Festa del riconoscimento: liberi dalle dipendenze

Oggi la Comunità Papa Giovanni XXIII si riunisce per la Festa del Riconoscimento, una festa voluta dal Servo di Dio don Oreste Benzi per gioire insieme ai molti giovani che ogni anni finiscono il percorso terapeutico di riabilitazione, liberandosi dalla dipendenza dalle droghe, dall’alcol o dal gioco. Quando un ragazzo cade schiavo della dipendenza, è una dramma che coinvolge anche le famiglie, per questo oggi sono chiamate a festeggiare anche loro. La ricorrenza è il 26 dicembre, giorno in cui la Chiesa fa memoria del primo martire, Santo Stefano. Questo per simboleggiare la rinascita di una nuova vita, una nuova storia.

Ci sono varie tipi di sostanze, negli ultimi anni anche quelle sintetiche, non sono tutte uguali. Bisogna però ricordare che ognuna crea una dipendenza e un’alterazione della percezione della realtà. E’ di fondamentale importanza far capire ai giovani – ma anche agli adulti – che la dipendenza dalle droghe, ma anche dall’alcol, può portare a conseguenze molto gravi, anche alla morte.
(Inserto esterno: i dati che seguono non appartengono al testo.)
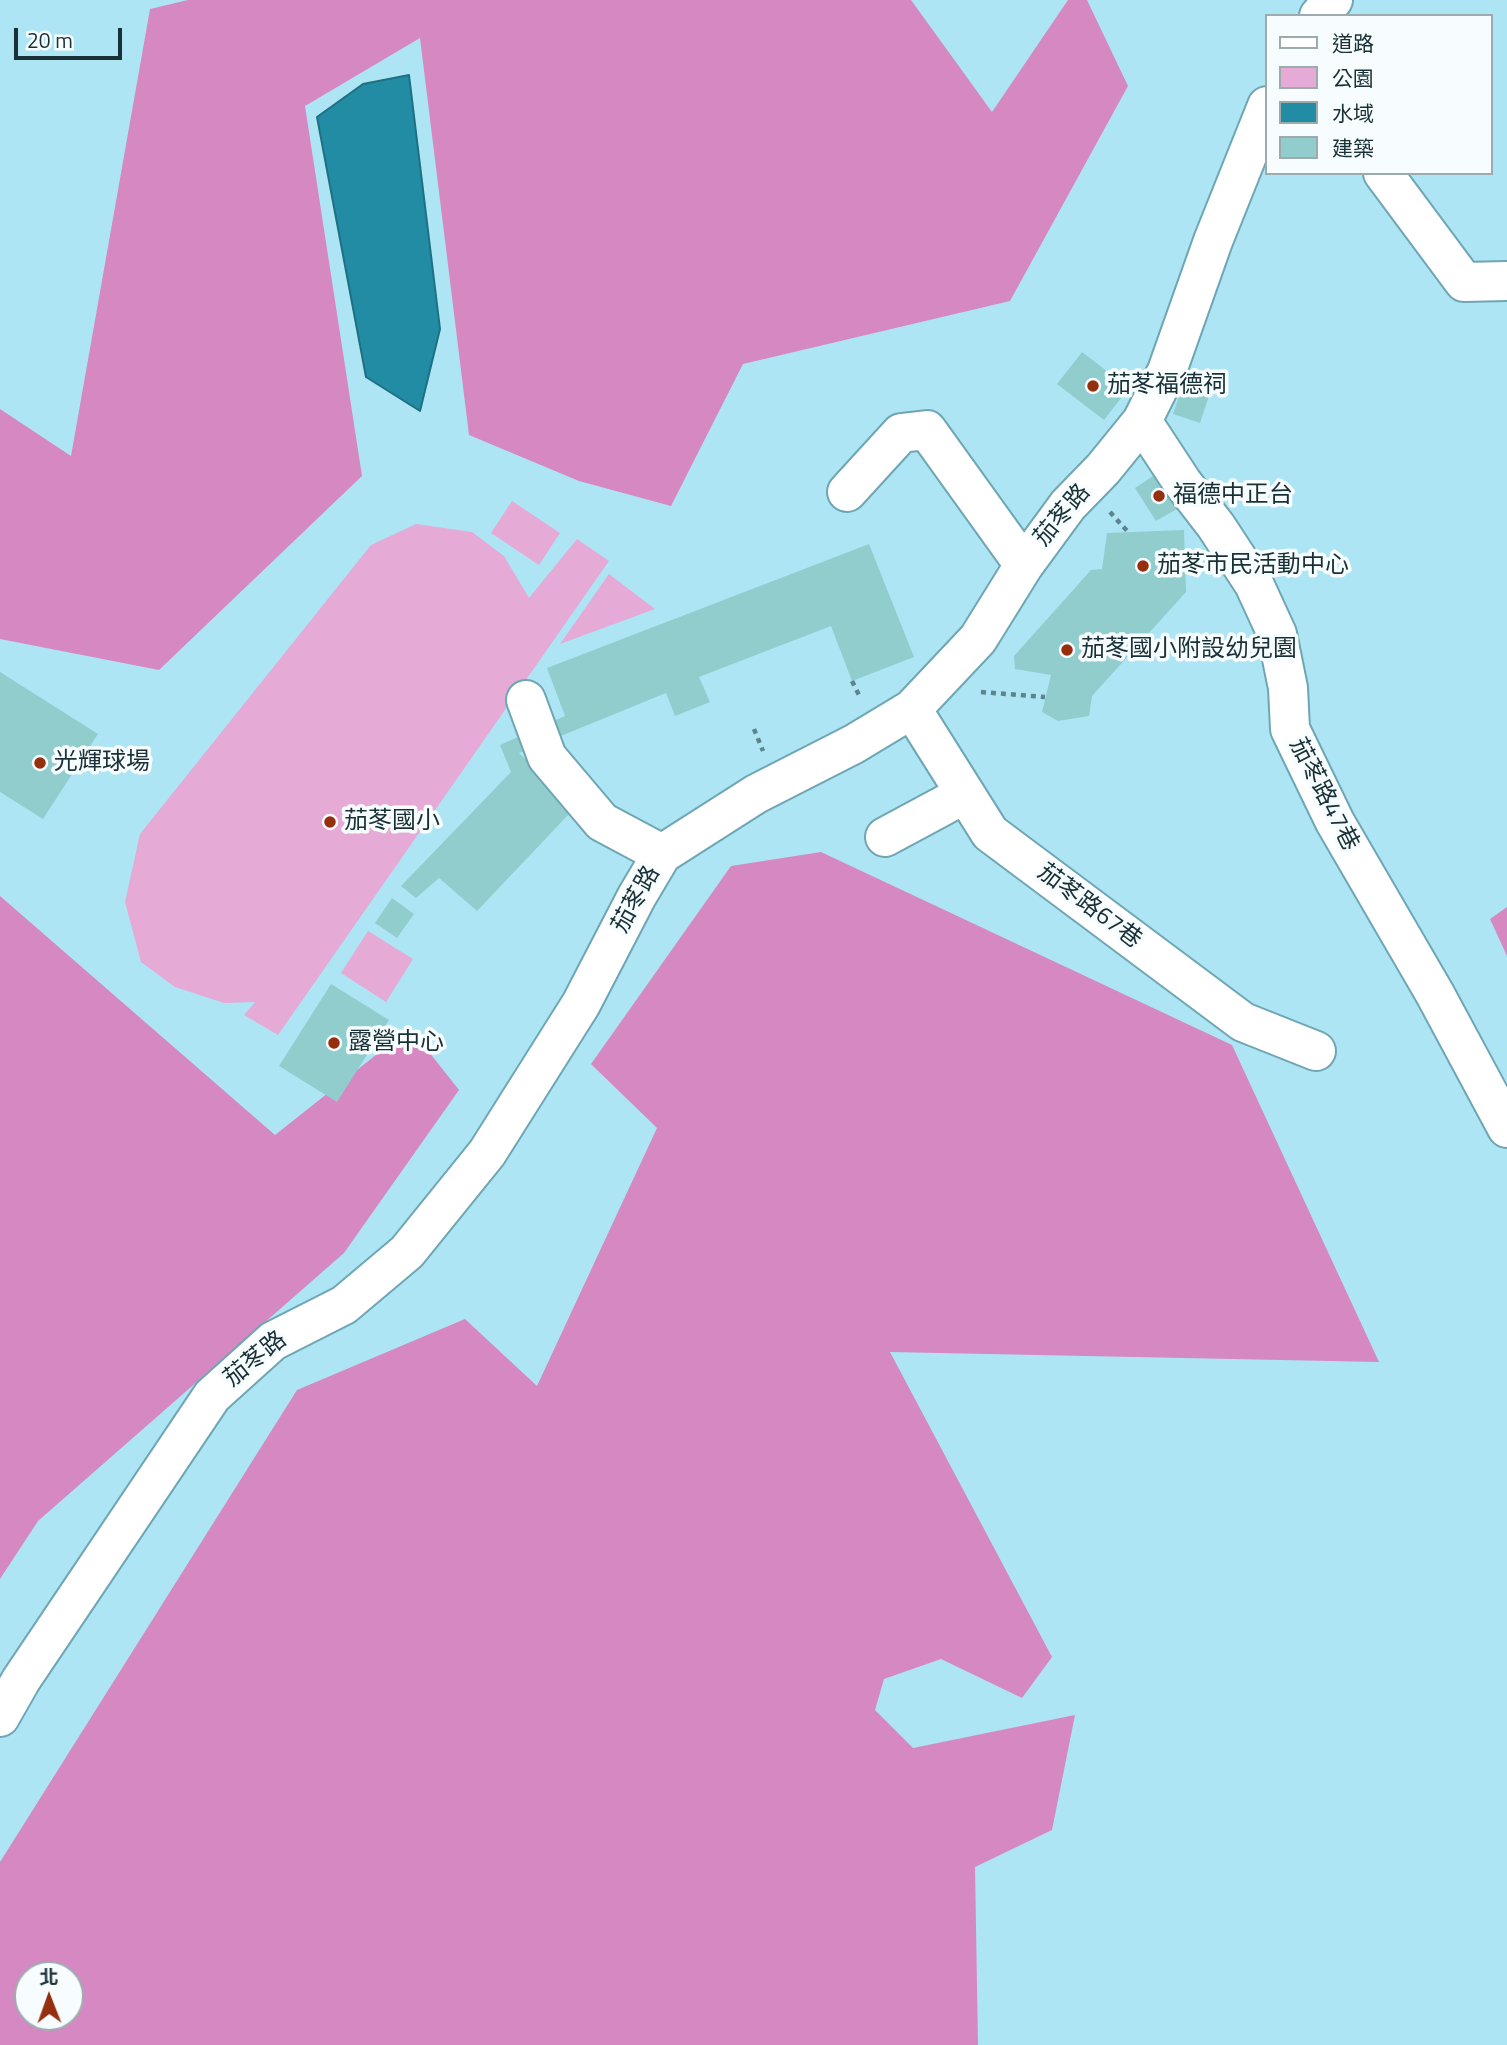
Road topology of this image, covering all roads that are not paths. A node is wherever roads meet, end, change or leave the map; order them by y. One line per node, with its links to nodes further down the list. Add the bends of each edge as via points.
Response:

Ai giovani bisogna offrire opportunità, loro amano la vita, vogliono un incontro bello, simpatico, con la vita. Come prima cosa necessitano di una relazione significativa e di qualità con i genitori, fatta di dialogo, di confronto, l’educazione dei figli non può essere lasciata in mano ai social. La scuola ha una grande responsabilità nell’aprire il cuore e la mente dei ragazzi. Dovrebbero avere occasione di sperimentare, di avere una prospettiva dinamica e interculturale. Inoltre, si dovrebbe dar loro modo di svolgere attività sportive, musicali, artistiche. I giovani hanno bisogno di potersi esprimere ed incontrarsi, questa è la migliore. E’ altrettanto necessario far conoscere: noi andiamo a testimoniare nelle scuole l’abisso in cui tanti loro coetanei sono caduti e i danni causati allo loro salute e, a volte, alle loro famiglie.

C’è una frase molto bella che diceva don Oreste Benzi: “L’uomo non è il suo errore”. Proprio per questo motivo, noi della Comunità Papa Giovanni XXIII, nelle comunità di recupero partiamo dall’offrire ai giovani una relazione significativa con gli operatori. Si parte dalla ricerca dell’assoluto, dell’infinito, del significato della vita e sull’interrogarsi sul rapporto con Dio. La nostra cura, soprattutto, parte anche dalla condivisione con gli ultimi: tutti hanno fatto esperienza di aiuto ai più deboli, una palestra di vita significativa che sarà il loro bagaglio per il futuro.